Later that day, I was placed at the St. Barnabas Mission shelter at 60th and Girard. I was unable to sleep that night from the many cries of my daughter, uncomfortable with sleeping in a room with at least 20 families. I held her tight as the tears ran down my face.

Every day I would wake up at 6 a.m. I would walk the streets of West Philadelphia. And as I walked, I would talk to God. I would dream and hope of a better life for me and my daughter. I began to totally dedicate myself to God.

I joined a church, Deliverance House of God, Prayer for All People. I was surrounded by positive and loving people. I wasn't judged by my situation. The positive influences in my life at that time allowed me to begin to love myself.

Yes, I loved me without - or with, one might say - "nothing." And that was the best thing I could have ever done for myself. Love is free. I didn't have to beg for it. I did not have to sell my soul for it.

To love myself at the lowest point of my life gave me joy, peace and dignity. No matter what anyone thought of me. Love allowed me to be free from internal bondage and self-inflictions. Love was my foundation to a better life.

I was then blessed with employment at the Philadelphia Museum of Art. I was hired as a seasonal employee. And a few months later, I was hired as a permanent employee.

I give much thanks to the museum. I was able to get an apartment. And slowly my life began to change for the good.

I would never have thought I would be writing this essay - reflecting back on those times, and giving input to help Philadelphians understand the challenges of being homeless, although what I have experienced in no way compares to what thousands of others face daily.

Many sleep outside and have nothing to eat. Many feel as though they cannot hope or dream any longer.

Along with the programs already in place, I believe we need to give hope, to give love. That is what is going to set a solid foundation for one's life to change. To encourage people who have overcome homelessness to be speakers and hold seminars. And to be an inspiration to other homeless individuals and families. We need people to hug and embrace the ones who are without.

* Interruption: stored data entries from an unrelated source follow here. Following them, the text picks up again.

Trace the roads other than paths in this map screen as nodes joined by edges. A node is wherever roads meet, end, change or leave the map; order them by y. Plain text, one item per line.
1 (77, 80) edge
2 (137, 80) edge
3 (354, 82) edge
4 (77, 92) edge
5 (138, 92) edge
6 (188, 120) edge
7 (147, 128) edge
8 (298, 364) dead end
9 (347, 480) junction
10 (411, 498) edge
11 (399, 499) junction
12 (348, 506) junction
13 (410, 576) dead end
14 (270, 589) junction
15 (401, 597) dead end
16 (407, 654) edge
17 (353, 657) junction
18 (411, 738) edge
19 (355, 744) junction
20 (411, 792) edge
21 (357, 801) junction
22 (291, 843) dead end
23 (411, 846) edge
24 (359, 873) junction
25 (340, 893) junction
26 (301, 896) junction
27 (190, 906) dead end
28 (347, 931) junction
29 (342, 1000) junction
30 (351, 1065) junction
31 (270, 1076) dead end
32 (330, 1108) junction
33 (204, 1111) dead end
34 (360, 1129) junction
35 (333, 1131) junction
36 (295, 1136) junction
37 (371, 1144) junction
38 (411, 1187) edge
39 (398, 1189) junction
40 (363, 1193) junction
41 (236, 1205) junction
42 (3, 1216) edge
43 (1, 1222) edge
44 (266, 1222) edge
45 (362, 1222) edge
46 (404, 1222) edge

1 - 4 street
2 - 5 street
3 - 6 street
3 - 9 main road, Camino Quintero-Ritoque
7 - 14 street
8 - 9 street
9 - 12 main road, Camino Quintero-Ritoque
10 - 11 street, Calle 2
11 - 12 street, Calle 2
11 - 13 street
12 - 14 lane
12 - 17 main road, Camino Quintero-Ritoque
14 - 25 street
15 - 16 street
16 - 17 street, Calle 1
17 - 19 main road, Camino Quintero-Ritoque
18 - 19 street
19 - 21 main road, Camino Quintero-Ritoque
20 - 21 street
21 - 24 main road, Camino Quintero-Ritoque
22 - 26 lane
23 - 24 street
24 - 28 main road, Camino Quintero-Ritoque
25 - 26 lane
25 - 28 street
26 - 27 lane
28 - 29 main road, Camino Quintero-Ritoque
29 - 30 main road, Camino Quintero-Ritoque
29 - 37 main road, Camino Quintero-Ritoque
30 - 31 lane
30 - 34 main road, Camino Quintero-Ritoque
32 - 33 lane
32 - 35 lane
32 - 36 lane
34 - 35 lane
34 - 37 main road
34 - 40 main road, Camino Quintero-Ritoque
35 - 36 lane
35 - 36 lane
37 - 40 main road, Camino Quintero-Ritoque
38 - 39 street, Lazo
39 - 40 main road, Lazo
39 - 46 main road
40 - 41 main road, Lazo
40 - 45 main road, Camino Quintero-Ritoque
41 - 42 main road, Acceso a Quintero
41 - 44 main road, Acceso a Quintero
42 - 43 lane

To have a new house or an apartment is good. But if the inside of a man or woman's soul is still empty, lost or depressed, then no change has been done. Change begins in the soul and state of mind. I say we begin by building a foundation of love, hope and self-esteem. A strong foundation can never be broken.

SO, TODAY, I stand humbly before the homeless. I will bring inspiration, my love and my tears. I cry with you. I will stretch out my heart, which leads me to stretch out my hand, hoping you take it. I stretch my soul, my strength to volunteer, to give, to help in my community. To serve from the path I once walked. I will stand to help face the challenges of the Philadelphia homeless community.

Psalm 34: 6-7: "This poor man cried, and the Lord heard him, and saved him out of all his troubles. *

"The angel of the Lord encampeth round about them that fear him and delivereth them."

Oneisha Johnson lives in Philadelphia.